Objective: To determine if knowledge of characteristics of insulin response to various secretagogues during the preclinical phase of type I diabetes may facilitate the diagnosis of subjects at risk.
Research design and methods: A test consisting of sequential intravenous challenge with glucose (0.3 g/kg) and glucagon (1 mg, 10 min after the end of glucose injection) was performed on 171 ICA- relatives of type I diabetic patients, 18 ICA+ relatives of type I diabetic patients, and 5 transiently hyperglycemic subjects. Acute response to glucose was expressed as the sum of plasma insulin at 2 and 5 min and response to glucagon as the increase in plasma insulin after 10 min.

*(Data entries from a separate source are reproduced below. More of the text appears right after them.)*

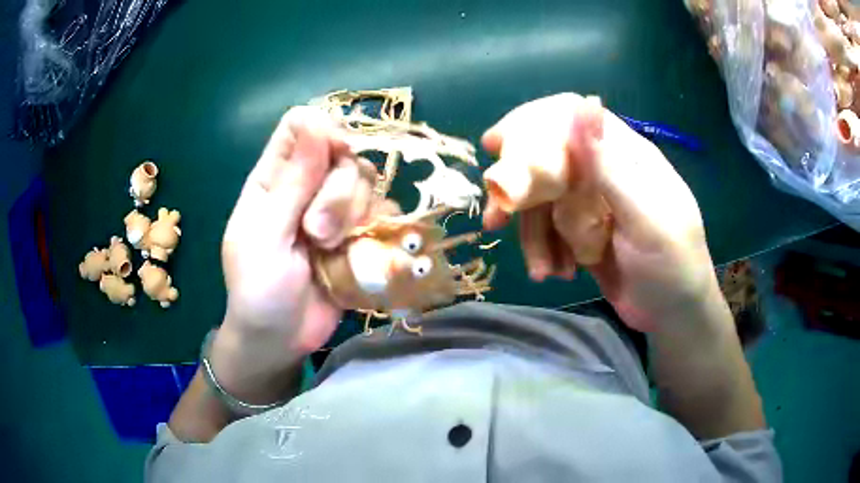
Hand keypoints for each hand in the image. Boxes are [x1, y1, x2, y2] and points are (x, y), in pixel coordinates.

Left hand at [212, 106, 375, 402]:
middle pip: (344, 153)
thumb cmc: (259, 290)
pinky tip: (357, 253)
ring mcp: (335, 210)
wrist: (281, 339)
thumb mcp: (265, 234)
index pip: (301, 125)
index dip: (322, 131)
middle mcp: (306, 185)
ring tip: (330, 249)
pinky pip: (383, 211)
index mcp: (273, 178)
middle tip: (317, 232)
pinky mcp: (359, 234)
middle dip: (338, 191)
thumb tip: (316, 119)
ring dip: (353, 215)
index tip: (332, 157)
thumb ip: (292, 181)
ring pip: (367, 181)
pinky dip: (375, 228)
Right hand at [483, 94, 720, 331]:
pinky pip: (552, 232)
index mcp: (627, 156)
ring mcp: (594, 206)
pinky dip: (547, 252)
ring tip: (539, 268)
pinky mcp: (585, 235)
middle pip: (553, 163)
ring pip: (548, 203)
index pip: (574, 120)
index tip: (498, 144)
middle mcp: (606, 174)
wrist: (674, 316)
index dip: (535, 124)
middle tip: (497, 215)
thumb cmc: (672, 265)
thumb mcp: (646, 217)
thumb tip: (583, 104)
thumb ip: (611, 166)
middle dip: (523, 190)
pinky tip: (555, 273)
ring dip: (535, 234)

Results: Responses below the lower 95% confidence interval in the ICA- population (40 and 43 microU/ml for glucose and glucagon, respectively) were considered abnormal. The two values were correlated (r = 0.62). Abnormalities coexisted in 2.3% of the ICA- group, 11% of the ICA+ group, and 100% of the transiently hyperglycemic group. All the relatives who subsequently developed diabetes or hyperglycemic subjects who required insulin exhibited combined abnormalities. Some ICA- and ICA+ relatives were tested repeatedly over a follow-up period of 1.5-4 yr. Although the intraindividual coefficient of variation for the two responses was high (28 and 30%), values tended to run parallel in both ICA+ and ICA- relatives. In 2 patients monitored for 2 and 4 yr before diabetes developed, both responses declined at the same rate. In terms of prediction of diabetes, sensitivity of combined abnormalities was high (100%). But compared with the intravenous glucose tolerance test, improvement of specificity by the double challenge was not statistically significant.
Conclusions: Both insulin responses to glucose and glucagon are related. They depend on the secretory capacity of beta-cells and simultaneously become abnormal in the prediabetic phase.